BERTIUS, die, zo als wij gezien hebben, reeds sedert lang zig van de Remonstranten afgezonderd had, deed hun, echter, met deezen stap geen voordeel, vermits veele onbezonnene oordeelaars hun allen met hem gelijk wilden stellen. NICOLAAS JANSZ. VISSCHER, bekend onder de liefhebbers der Nederlandsche Prentkunst, was, ten dien tijde, Diaken en Ouderling der Gereformeerde Kerk te Amsteldam. Deeze meende zekerlijk zijne geloofsgenooten dienst te doen, met de uitgave van een nog onder ons bekende Prent, die ten opschrift had, ‘t Arminiaansch Kaproen; verbeeldende deeze spotprent (die een Man, in kerklijke bediening zijnde, weinig eer aandeed), BERTIUS met een Paternoster in de hand, knielende voor de Hostie; de Onzijdigheid onder de gedaante van een Weerhaan; den verkeerden IJver in de gedaante van een Monnik, met steile Ezelsooren; en de Begeerlijkheid, met eenige beurzen in de hand, zettende hem den Kaproen of gekskap op ‘t hoofd.
Daarboven ziet men den geest der dwaaling, in de gedaante van een Uil; in ‘t verschiet BERTIUS, ontvangende den Ouwel, en in Processie gaande; terzijde ziet men Boeken, enz. zijnde verder voorzien, van een onderschrift, ter verklaaringe der zinnebeelden, in lamme kreupele versen, niet min aanstootelijk voor de Remonstranten, (die daarin meer vuilaartig dan geestig doorgehaald worden), dan voor BERTIUS, en allen, die gelooven dat ’er andere middelen vereischt worden, om de dwaalenden te recht te brengen.

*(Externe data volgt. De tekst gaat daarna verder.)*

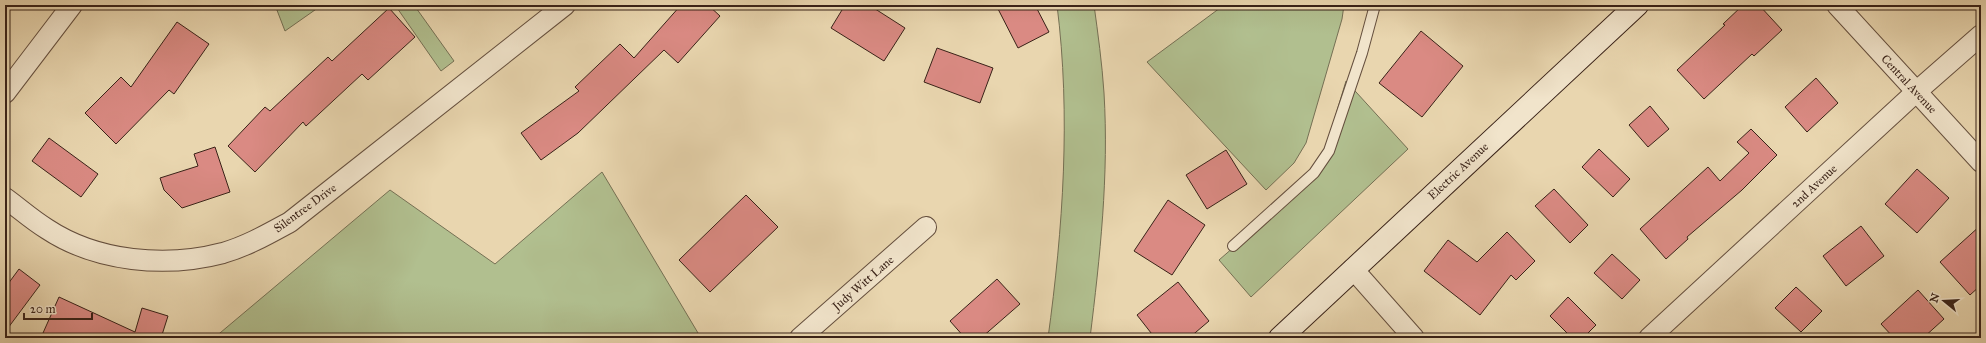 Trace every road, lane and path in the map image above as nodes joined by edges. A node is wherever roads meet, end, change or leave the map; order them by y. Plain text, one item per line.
1 (72, 5) edge
2 (565, 5) edge
3 (1375, 5) edge
4 (1637, 5) edge
5 (1837, 5) edge
6 (1981, 36) edge
7 (1916, 92) junction
8 (5, 93) edge
9 (1981, 162) edge
10 (5, 198) edge
11 (926, 227) dead end
12 (1233, 246) dead end
13 (1353, 269) junction
14 (800, 338) edge
15 (1280, 338) edge
16 (1414, 338) edge
17 (1649, 338) edge

1 - 8 street
2 - 10 street, Silentree Drive
3 - 12 lane
4 - 13 street, Electric Avenue
5 - 7 street, Central Avenue
6 - 7 street, 2nd Avenue
7 - 9 street, Central Avenue
7 - 17 street, 2nd Avenue
11 - 14 street, Judy Witt Lane
13 - 15 street, Electric Avenue
13 - 16 street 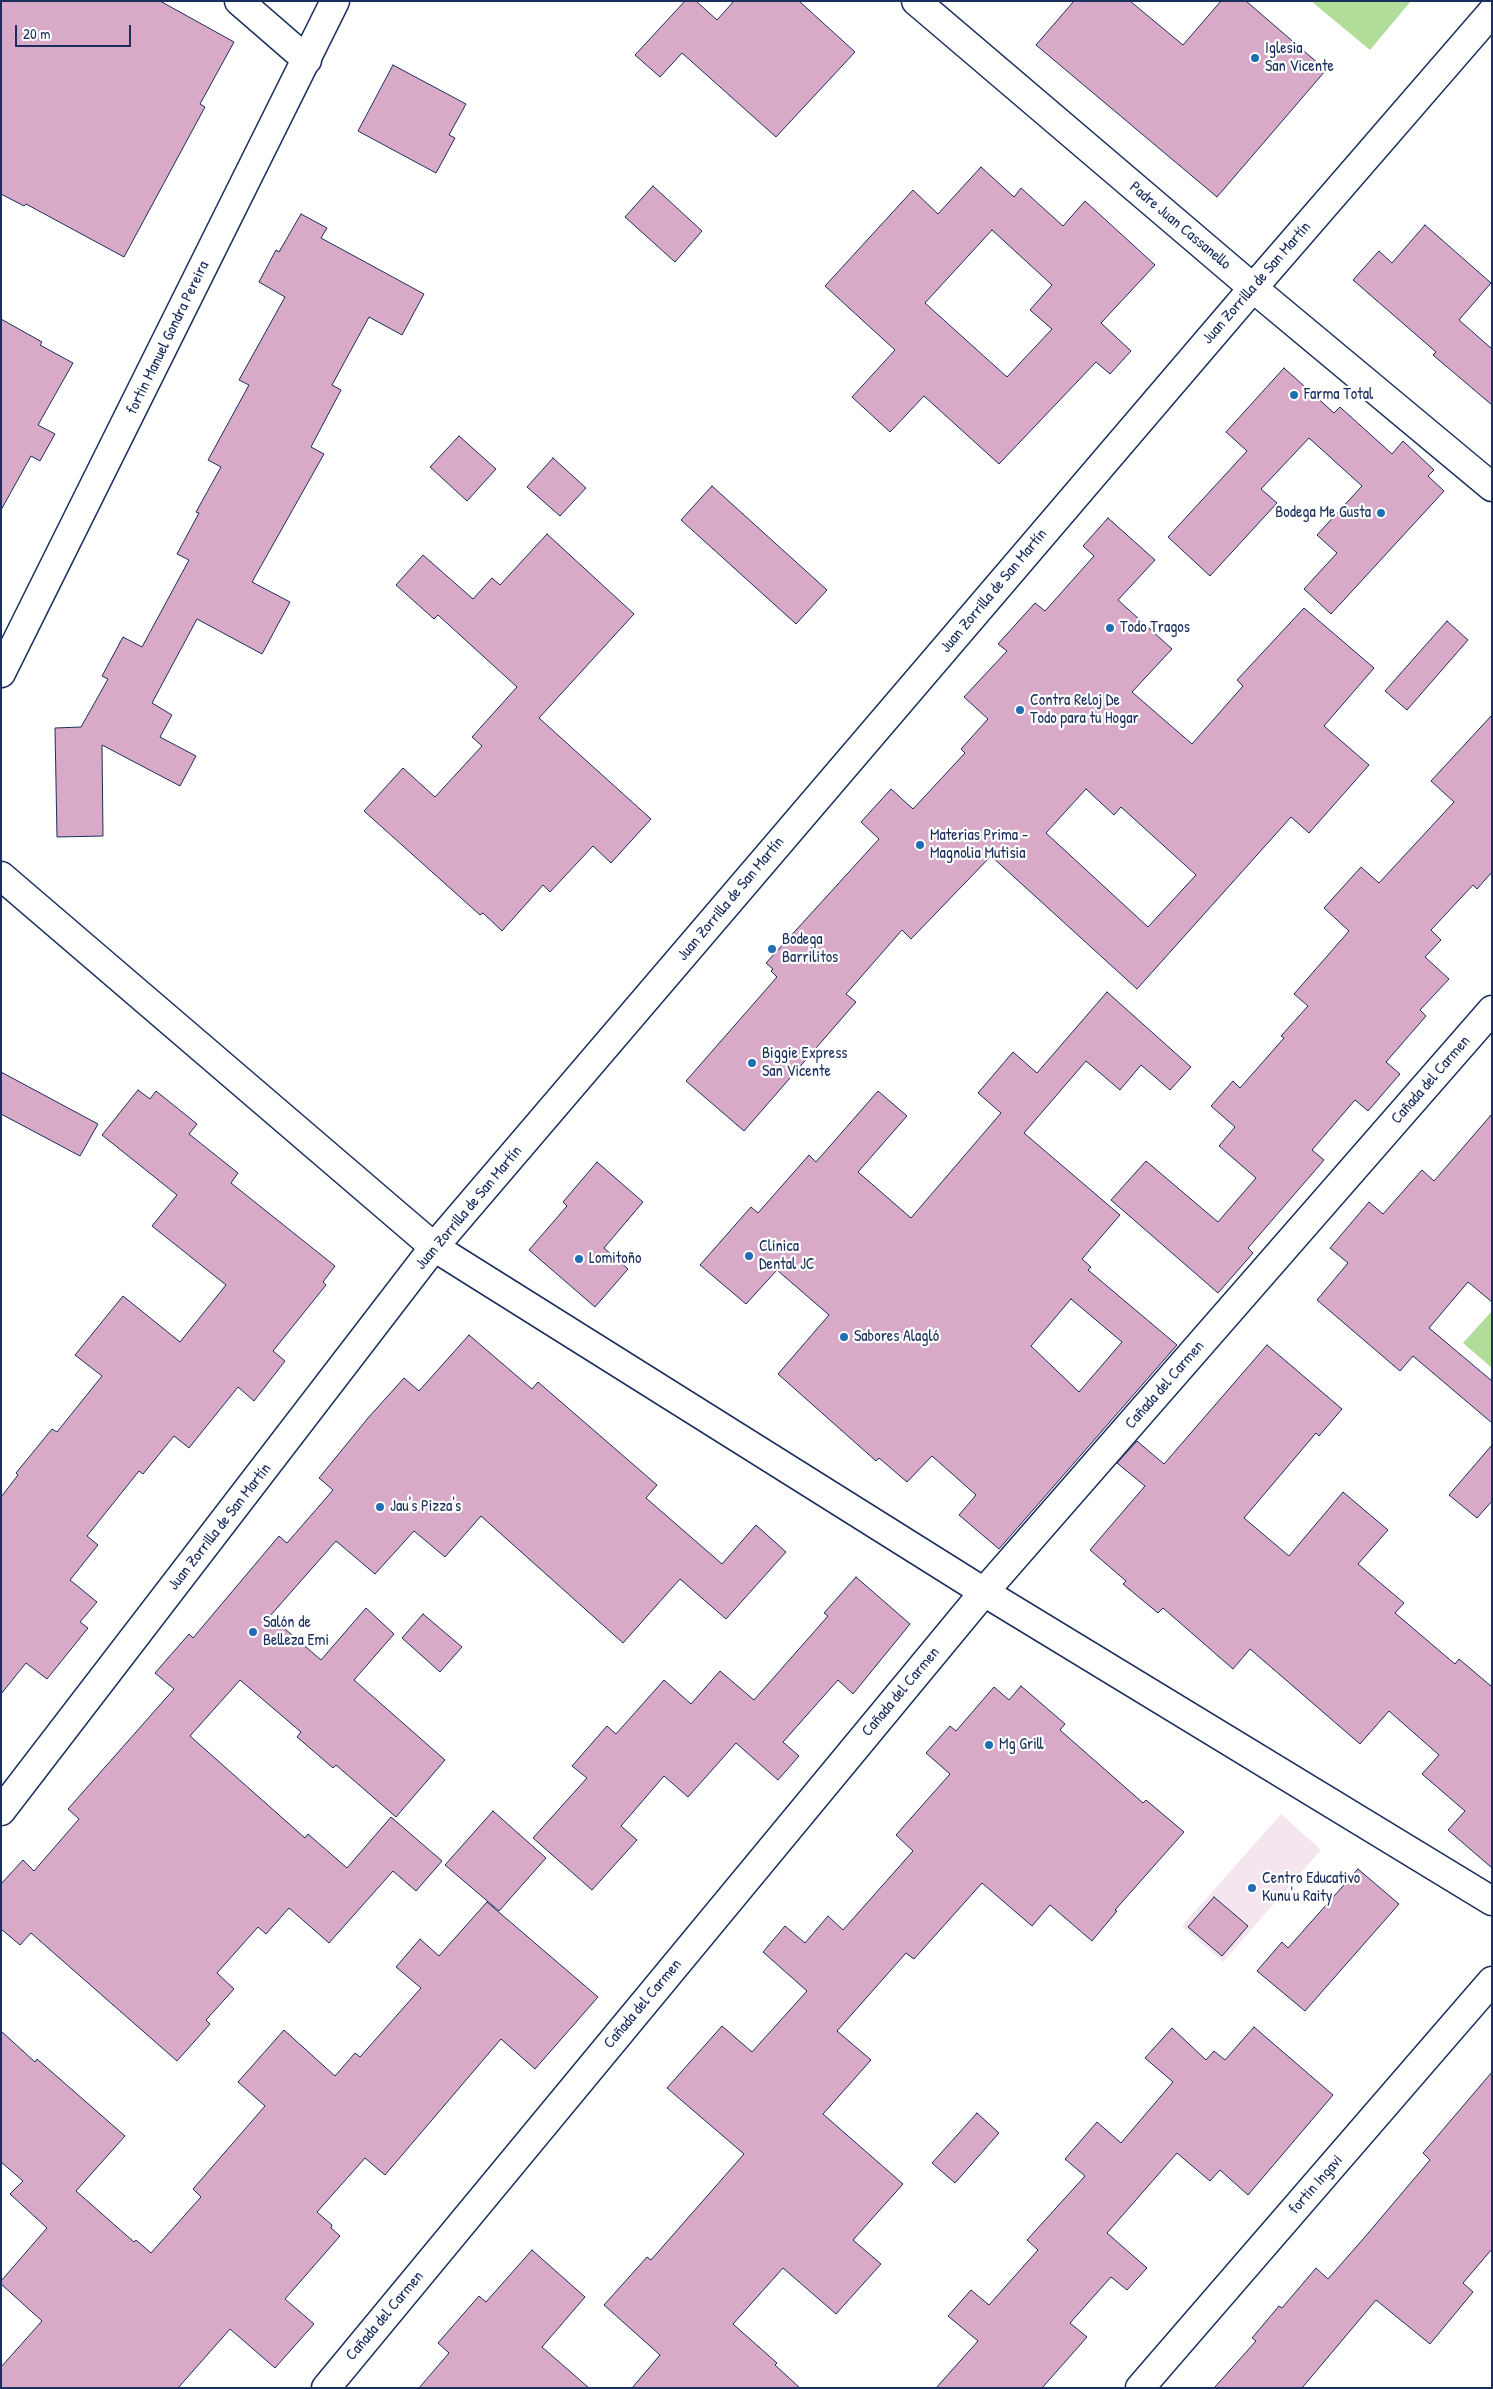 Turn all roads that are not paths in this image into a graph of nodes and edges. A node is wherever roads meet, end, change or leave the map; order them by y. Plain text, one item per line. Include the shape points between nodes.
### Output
1 (239, 1) edge
2 (334, 1) edge
3 (916, 1) edge
4 (1492, 12) edge
5 (307, 60) junction
6 (1253, 288) junction
7 (1492, 487) edge
8 (1, 673) edge
9 (1, 876) edge
10 (1492, 1010) edge
11 (434, 1247) junction
12 (984, 1592) junction
13 (1, 1811) edge
14 (1492, 1901) edge
15 (1492, 1981) edge
16 (326, 2388) edge
17 (1140, 2388) edge

1 - 5 street
2 - 5 street, fortin Manuel Gondra Pereira
3 - 6 street, Padre Juan Cassanello
4 - 6 street, Juan Zorrilla de San Martín
5 - 8 street, fortin Manuel Gondra Pereira
6 - 7 street, Padre Juan Cassanello
6 - 11 street, Juan Zorrilla de San Martín
9 - 11 street
10 - 12 street, Cañada del Carmen
11 - 12 street
11 - 13 street, Juan Zorrilla de San Martín
12 - 14 street
12 - 16 street, Cañada del Carmen
15 - 17 street, fortin Ingavi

Deeze prentverbeelding behoort mede onder de zeldzaamen van dien tijd.
Den 20sten October van het laatstgemelde Jaar, werd BERTIUS tot Hoogleeraar der Welsprekenheid, in ‘t Collegie van Boncour, aangesteld. De Zuid-Hollandsche Sijnode, in de maand Augustus te vooren, te Gouda vergaderd zijnde, besloot, op het verzoek zijner Vrienden, dat men hem nog drie maanden tijd zou geeven, en intusschen door de Predikanten van Parijs zien te winnen. Zijne Vrienden gaven voor, dat hij zijner zinnen niet wel magtig zijnde, het kwaad meer uit krankzinnigheid, dan met een rijp oordeel gedaan had. Dan alle vermnaning vruchtloos zijnde, werd, op Paaschdag van het volgende Jaar, de Excommunicatie, in de Kerk te Leiden, ten aanhooren van de Gemeente, tegen hem afgekondigd.
Hij overleed in de maand October des Jaars 1629, te Parijs, en werd in ‘t Klooster der Ongeschoeide Karmelieten begraaven. Zijne schriften, buiten die, welke boven gemeld zijn, vindt men aangeweezen bij A. VALERIUS en FOPPENS, en zijne afbeelding gaat onderscheidenlijk in prent uit.
Zie MEURSIUS; VAL. ANDREAS; SWEERTIUS; BAUDART, I. Deel, p. 50. ORLERS, Beschrijving van Leiden. G. BRANDT, Reform., I, II. en IV. Deel.